[EXERCISE AIM]: Retype all of the data that follows, line for line.

[MATERIAL FOR THIS TASK]:
======

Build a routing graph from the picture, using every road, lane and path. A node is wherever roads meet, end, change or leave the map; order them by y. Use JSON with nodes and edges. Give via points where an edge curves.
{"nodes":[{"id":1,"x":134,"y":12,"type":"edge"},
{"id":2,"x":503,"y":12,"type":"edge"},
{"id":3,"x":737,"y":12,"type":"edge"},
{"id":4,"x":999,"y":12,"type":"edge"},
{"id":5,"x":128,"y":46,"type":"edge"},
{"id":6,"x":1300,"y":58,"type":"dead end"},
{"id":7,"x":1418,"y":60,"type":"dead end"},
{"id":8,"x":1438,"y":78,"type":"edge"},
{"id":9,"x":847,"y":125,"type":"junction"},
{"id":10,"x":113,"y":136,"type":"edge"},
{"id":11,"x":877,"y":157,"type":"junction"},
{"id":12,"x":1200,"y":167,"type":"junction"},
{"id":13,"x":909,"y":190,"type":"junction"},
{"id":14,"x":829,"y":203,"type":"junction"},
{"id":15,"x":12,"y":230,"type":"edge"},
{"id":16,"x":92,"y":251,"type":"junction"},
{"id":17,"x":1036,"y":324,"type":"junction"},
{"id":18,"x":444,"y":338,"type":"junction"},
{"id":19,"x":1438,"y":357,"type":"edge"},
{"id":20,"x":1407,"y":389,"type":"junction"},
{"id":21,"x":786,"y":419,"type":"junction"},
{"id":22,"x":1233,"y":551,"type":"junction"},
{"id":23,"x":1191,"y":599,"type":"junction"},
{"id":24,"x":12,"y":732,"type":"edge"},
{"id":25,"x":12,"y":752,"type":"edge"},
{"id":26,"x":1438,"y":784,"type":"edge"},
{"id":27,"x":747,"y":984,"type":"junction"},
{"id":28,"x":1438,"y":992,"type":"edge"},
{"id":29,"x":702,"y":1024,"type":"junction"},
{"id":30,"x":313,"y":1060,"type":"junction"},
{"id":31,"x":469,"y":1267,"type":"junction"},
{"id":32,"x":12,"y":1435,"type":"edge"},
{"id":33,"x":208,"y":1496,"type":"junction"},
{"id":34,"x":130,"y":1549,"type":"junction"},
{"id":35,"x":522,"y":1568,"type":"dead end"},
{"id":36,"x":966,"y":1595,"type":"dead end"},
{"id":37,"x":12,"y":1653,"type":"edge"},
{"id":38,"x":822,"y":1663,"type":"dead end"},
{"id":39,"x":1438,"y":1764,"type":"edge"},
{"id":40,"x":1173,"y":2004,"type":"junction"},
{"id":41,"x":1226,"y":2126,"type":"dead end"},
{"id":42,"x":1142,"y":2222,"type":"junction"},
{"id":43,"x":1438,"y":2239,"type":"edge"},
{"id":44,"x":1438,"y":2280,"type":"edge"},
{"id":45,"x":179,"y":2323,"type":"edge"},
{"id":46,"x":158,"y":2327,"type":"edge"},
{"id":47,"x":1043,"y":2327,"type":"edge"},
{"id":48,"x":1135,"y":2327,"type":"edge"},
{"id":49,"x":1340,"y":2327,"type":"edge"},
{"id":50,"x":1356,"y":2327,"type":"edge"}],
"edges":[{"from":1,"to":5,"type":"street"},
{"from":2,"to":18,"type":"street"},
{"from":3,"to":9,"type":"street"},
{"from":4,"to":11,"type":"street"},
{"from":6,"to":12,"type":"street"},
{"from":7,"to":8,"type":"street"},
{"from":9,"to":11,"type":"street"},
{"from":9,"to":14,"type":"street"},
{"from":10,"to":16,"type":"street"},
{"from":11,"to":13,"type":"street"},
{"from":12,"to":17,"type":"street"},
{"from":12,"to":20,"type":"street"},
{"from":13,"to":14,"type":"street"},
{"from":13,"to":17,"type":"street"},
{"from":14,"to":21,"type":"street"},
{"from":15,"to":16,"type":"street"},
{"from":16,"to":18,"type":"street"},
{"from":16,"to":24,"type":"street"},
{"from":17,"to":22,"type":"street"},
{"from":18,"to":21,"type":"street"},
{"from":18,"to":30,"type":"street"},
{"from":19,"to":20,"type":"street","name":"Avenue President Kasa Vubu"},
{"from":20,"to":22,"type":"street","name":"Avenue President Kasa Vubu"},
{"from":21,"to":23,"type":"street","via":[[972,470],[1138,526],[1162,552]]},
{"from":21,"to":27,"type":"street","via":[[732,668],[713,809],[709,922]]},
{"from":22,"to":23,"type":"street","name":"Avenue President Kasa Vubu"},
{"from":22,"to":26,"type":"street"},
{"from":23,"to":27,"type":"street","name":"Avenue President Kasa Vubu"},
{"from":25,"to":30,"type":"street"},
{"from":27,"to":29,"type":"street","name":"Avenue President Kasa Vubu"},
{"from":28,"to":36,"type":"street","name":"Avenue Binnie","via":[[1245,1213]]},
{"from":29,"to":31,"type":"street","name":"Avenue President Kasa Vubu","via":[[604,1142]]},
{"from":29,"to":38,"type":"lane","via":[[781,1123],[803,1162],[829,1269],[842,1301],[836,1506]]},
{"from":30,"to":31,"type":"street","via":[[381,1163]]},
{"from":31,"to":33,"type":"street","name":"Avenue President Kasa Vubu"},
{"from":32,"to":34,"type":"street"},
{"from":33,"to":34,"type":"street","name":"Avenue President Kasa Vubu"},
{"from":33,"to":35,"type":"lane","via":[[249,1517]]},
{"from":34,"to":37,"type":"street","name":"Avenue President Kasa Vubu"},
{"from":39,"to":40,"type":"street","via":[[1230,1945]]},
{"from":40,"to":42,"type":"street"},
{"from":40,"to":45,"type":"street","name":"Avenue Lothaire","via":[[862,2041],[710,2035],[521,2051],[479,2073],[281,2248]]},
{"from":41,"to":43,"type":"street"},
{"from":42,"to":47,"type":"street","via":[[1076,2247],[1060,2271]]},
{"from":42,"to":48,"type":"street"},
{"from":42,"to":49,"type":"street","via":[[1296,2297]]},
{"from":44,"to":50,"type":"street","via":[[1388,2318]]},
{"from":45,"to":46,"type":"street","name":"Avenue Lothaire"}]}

======

[ANSWER BELOW]:
Build a routing graph from the picture, using every road, lane and path. A node is wherever roads meet, end, change or leave the map; order them by y. Use JSON with nodes and edges. Give via points where an edge curves.
{"nodes":[{"id":1,"x":134,"y":12,"type":"edge"},
{"id":2,"x":503,"y":12,"type":"edge"},
{"id":3,"x":737,"y":12,"type":"edge"},
{"id":4,"x":999,"y":12,"type":"edge"},
{"id":5,"x":128,"y":46,"type":"edge"},
{"id":6,"x":1300,"y":58,"type":"dead end"},
{"id":7,"x":1418,"y":60,"type":"dead end"},
{"id":8,"x":1438,"y":78,"type":"edge"},
{"id":9,"x":847,"y":125,"type":"junction"},
{"id":10,"x":113,"y":136,"type":"edge"},
{"id":11,"x":877,"y":157,"type":"junction"},
{"id":12,"x":1200,"y":167,"type":"junction"},
{"id":13,"x":909,"y":190,"type":"junction"},
{"id":14,"x":829,"y":203,"type":"junction"},
{"id":15,"x":12,"y":230,"type":"edge"},
{"id":16,"x":92,"y":251,"type":"junction"},
{"id":17,"x":1036,"y":324,"type":"junction"},
{"id":18,"x":444,"y":338,"type":"junction"},
{"id":19,"x":1438,"y":357,"type":"edge"},
{"id":20,"x":1407,"y":389,"type":"junction"},
{"id":21,"x":786,"y":419,"type":"junction"},
{"id":22,"x":1233,"y":551,"type":"junction"},
{"id":23,"x":1191,"y":599,"type":"junction"},
{"id":24,"x":12,"y":732,"type":"edge"},
{"id":25,"x":12,"y":752,"type":"edge"},
{"id":26,"x":1438,"y":784,"type":"edge"},
{"id":27,"x":747,"y":984,"type":"junction"},
{"id":28,"x":1438,"y":992,"type":"edge"},
{"id":29,"x":702,"y":1024,"type":"junction"},
{"id":30,"x":313,"y":1060,"type":"junction"},
{"id":31,"x":469,"y":1267,"type":"junction"},
{"id":32,"x":12,"y":1435,"type":"edge"},
{"id":33,"x":208,"y":1496,"type":"junction"},
{"id":34,"x":130,"y":1549,"type":"junction"},
{"id":35,"x":522,"y":1568,"type":"dead end"},
{"id":36,"x":966,"y":1595,"type":"dead end"},
{"id":37,"x":12,"y":1653,"type":"edge"},
{"id":38,"x":822,"y":1663,"type":"dead end"},
{"id":39,"x":1438,"y":1764,"type":"edge"},
{"id":40,"x":1173,"y":2004,"type":"junction"},
{"id":41,"x":1226,"y":2126,"type":"dead end"},
{"id":42,"x":1142,"y":2222,"type":"junction"},
{"id":43,"x":1438,"y":2239,"type":"edge"},
{"id":44,"x":1438,"y":2280,"type":"edge"},
{"id":45,"x":179,"y":2323,"type":"edge"},
{"id":46,"x":158,"y":2327,"type":"edge"},
{"id":47,"x":1043,"y":2327,"type":"edge"},
{"id":48,"x":1135,"y":2327,"type":"edge"},
{"id":49,"x":1340,"y":2327,"type":"edge"},
{"id":50,"x":1356,"y":2327,"type":"edge"}],
"edges":[{"from":1,"to":5,"type":"street"},
{"from":2,"to":18,"type":"street"},
{"from":3,"to":9,"type":"street"},
{"from":4,"to":11,"type":"street"},
{"from":6,"to":12,"type":"street"},
{"from":7,"to":8,"type":"street"},
{"from":9,"to":11,"type":"street"},
{"from":9,"to":14,"type":"street"},
{"from":10,"to":16,"type":"street"},
{"from":11,"to":13,"type":"street"},
{"from":12,"to":17,"type":"street"},
{"from":12,"to":20,"type":"street"},
{"from":13,"to":14,"type":"street"},
{"from":13,"to":17,"type":"street"},
{"from":14,"to":21,"type":"street"},
{"from":15,"to":16,"type":"street"},
{"from":16,"to":18,"type":"street"},
{"from":16,"to":24,"type":"street"},
{"from":17,"to":22,"type":"street"},
{"from":18,"to":21,"type":"street"},
{"from":18,"to":30,"type":"street"},
{"from":19,"to":20,"type":"street","name":"Avenue President Kasa Vubu"},
{"from":20,"to":22,"type":"street","name":"Avenue President Kasa Vubu"},
{"from":21,"to":23,"type":"street","via":[[972,470],[1138,526],[1162,552]]},
{"from":21,"to":27,"type":"street","via":[[732,668],[713,809],[709,922]]},
{"from":22,"to":23,"type":"street","name":"Avenue President Kasa Vubu"},
{"from":22,"to":26,"type":"street"},
{"from":23,"to":27,"type":"street","name":"Avenue President Kasa Vubu"},
{"from":25,"to":30,"type":"street"},
{"from":27,"to":29,"type":"street","name":"Avenue President Kasa Vubu"},
{"from":28,"to":36,"type":"street","name":"Avenue Binnie","via":[[1245,1213]]},
{"from":29,"to":31,"type":"street","name":"Avenue President Kasa Vubu","via":[[604,1142]]},
{"from":29,"to":38,"type":"lane","via":[[781,1123],[803,1162],[829,1269],[842,1301],[836,1506]]},
{"from":30,"to":31,"type":"street","via":[[381,1163]]},
{"from":31,"to":33,"type":"street","name":"Avenue President Kasa Vubu"},
{"from":32,"to":34,"type":"street"},
{"from":33,"to":34,"type":"street","name":"Avenue President Kasa Vubu"},
{"from":33,"to":35,"type":"lane","via":[[249,1517]]},
{"from":34,"to":37,"type":"street","name":"Avenue President Kasa Vubu"},
{"from":39,"to":40,"type":"street","via":[[1230,1945]]},
{"from":40,"to":42,"type":"street"},
{"from":40,"to":45,"type":"street","name":"Avenue Lothaire","via":[[862,2041],[710,2035],[521,2051],[479,2073],[281,2248]]},
{"from":41,"to":43,"type":"street"},
{"from":42,"to":47,"type":"street","via":[[1076,2247],[1060,2271]]},
{"from":42,"to":48,"type":"street"},
{"from":42,"to":49,"type":"street","via":[[1296,2297]]},
{"from":44,"to":50,"type":"street","via":[[1388,2318]]},
{"from":45,"to":46,"type":"street","name":"Avenue Lothaire"}]}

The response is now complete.